State museum in Venice, Italy

The Palazzo Grimani of Santa Maria Formosa is a State museum, located in Venice in the Castello district, near Campo Santa Maria Formosa.

== History ==
The palace can be reached by land from Ruga Giuffa. The water entry, used in ancient times, is located on the San Severo canal. The Palazzo constitutes for the city of Venice a particularly precious novelty for the originality of the architecture, for the decorations and for its history.

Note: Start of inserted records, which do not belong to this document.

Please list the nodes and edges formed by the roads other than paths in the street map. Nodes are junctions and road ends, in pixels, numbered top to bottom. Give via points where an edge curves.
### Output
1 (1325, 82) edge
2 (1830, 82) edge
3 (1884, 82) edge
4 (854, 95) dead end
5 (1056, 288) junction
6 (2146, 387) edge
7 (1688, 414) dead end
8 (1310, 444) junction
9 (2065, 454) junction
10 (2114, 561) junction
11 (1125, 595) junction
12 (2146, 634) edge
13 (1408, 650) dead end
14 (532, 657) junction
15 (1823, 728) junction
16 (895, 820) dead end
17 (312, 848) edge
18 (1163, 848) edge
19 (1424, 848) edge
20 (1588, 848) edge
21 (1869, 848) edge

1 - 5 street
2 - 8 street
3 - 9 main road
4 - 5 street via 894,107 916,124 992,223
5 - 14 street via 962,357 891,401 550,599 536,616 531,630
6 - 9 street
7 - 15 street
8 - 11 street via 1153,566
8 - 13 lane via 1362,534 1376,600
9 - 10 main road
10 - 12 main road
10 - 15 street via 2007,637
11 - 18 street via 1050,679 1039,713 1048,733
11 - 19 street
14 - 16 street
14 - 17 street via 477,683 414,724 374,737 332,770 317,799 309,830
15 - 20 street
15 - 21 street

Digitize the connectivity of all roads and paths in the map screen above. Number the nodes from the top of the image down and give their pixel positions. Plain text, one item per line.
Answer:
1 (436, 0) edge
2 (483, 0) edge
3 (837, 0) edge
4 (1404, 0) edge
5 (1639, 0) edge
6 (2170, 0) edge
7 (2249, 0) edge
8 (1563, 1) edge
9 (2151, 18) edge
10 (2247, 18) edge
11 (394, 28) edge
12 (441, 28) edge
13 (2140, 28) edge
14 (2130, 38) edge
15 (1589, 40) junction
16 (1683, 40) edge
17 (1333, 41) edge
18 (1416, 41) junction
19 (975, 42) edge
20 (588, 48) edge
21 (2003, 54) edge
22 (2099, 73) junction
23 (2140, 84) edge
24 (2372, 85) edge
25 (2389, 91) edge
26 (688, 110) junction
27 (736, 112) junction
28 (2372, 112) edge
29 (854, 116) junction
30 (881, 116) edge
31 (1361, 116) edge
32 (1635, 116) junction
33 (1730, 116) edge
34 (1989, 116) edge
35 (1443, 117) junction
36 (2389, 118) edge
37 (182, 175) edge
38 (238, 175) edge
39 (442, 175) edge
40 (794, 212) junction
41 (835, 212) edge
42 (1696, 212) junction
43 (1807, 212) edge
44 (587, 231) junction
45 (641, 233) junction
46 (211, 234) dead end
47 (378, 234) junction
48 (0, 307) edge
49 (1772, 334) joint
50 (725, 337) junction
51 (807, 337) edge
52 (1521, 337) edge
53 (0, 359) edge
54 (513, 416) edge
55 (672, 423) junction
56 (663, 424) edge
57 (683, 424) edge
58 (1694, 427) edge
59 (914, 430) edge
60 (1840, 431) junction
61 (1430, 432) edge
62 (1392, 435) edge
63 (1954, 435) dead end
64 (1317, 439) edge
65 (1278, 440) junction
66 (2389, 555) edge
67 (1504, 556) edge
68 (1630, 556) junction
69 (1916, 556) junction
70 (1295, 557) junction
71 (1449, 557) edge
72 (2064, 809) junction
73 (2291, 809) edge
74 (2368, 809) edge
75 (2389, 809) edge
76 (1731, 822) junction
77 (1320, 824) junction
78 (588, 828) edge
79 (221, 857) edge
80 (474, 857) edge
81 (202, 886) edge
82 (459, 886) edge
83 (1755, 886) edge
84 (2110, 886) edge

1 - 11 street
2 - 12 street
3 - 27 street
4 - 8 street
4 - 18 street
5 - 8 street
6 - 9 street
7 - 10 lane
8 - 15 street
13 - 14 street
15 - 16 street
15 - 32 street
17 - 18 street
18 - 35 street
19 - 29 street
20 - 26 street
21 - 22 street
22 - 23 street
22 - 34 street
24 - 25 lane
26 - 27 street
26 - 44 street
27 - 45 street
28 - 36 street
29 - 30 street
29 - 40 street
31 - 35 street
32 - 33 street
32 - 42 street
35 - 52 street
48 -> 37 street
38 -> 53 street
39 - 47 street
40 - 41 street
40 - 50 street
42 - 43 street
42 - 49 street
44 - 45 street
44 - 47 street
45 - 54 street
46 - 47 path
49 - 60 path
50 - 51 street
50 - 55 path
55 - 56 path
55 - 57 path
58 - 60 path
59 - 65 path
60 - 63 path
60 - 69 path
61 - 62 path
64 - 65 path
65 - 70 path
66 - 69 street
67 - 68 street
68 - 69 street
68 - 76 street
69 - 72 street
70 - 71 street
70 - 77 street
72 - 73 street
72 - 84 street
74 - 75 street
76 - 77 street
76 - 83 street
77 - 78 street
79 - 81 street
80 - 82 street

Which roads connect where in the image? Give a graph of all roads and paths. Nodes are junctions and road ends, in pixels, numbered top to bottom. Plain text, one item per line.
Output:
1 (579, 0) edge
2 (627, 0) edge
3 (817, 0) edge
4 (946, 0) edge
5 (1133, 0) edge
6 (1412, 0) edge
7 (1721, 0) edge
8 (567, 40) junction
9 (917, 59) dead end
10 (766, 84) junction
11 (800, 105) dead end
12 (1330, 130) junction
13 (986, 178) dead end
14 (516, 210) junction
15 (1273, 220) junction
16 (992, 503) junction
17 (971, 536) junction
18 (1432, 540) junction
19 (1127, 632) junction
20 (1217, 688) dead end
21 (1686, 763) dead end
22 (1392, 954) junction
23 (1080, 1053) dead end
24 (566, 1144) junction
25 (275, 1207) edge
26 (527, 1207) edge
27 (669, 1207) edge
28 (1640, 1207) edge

The original medieval building was built at the confluence of the canals of San Severo and Santa Maria Formosa, and purchased later by Antonio Grimani, who became a doge in 1521, and subsequently passed on as a legacy, in the third decade of the 16th century, to the grandsons Vettore Grimani, Procurator de Supra for the Venetian Republic, and Giovanni Grimani, Patriarch of Aquileia, who refurbished the old structure inspired by architectural models taken from classicism. The two brothers wanted to give "modern" forms to the building and had it decorated with fresco cycles and elegant stucco. In 1558, at the death of Vettore, Giovanni became the sole owner of the building: he added an extension of the palace. Decorating the rooms were many artists including Federico Zuccari, architect of the monumental staircase, and Camillo Mantovano. The patriarch Giovanni Grimani set up his refined collection of antiques, including sculptures, marbles, vases, bronzes and gems, in the rooms of the palace. In 1587 he donated the collection of sculptures and gems to the Serenissima: after his death the first ones were placed in the anti-room of the Marciana Library and today they are the founding nucleus of the National Archaeological Museum of Venice.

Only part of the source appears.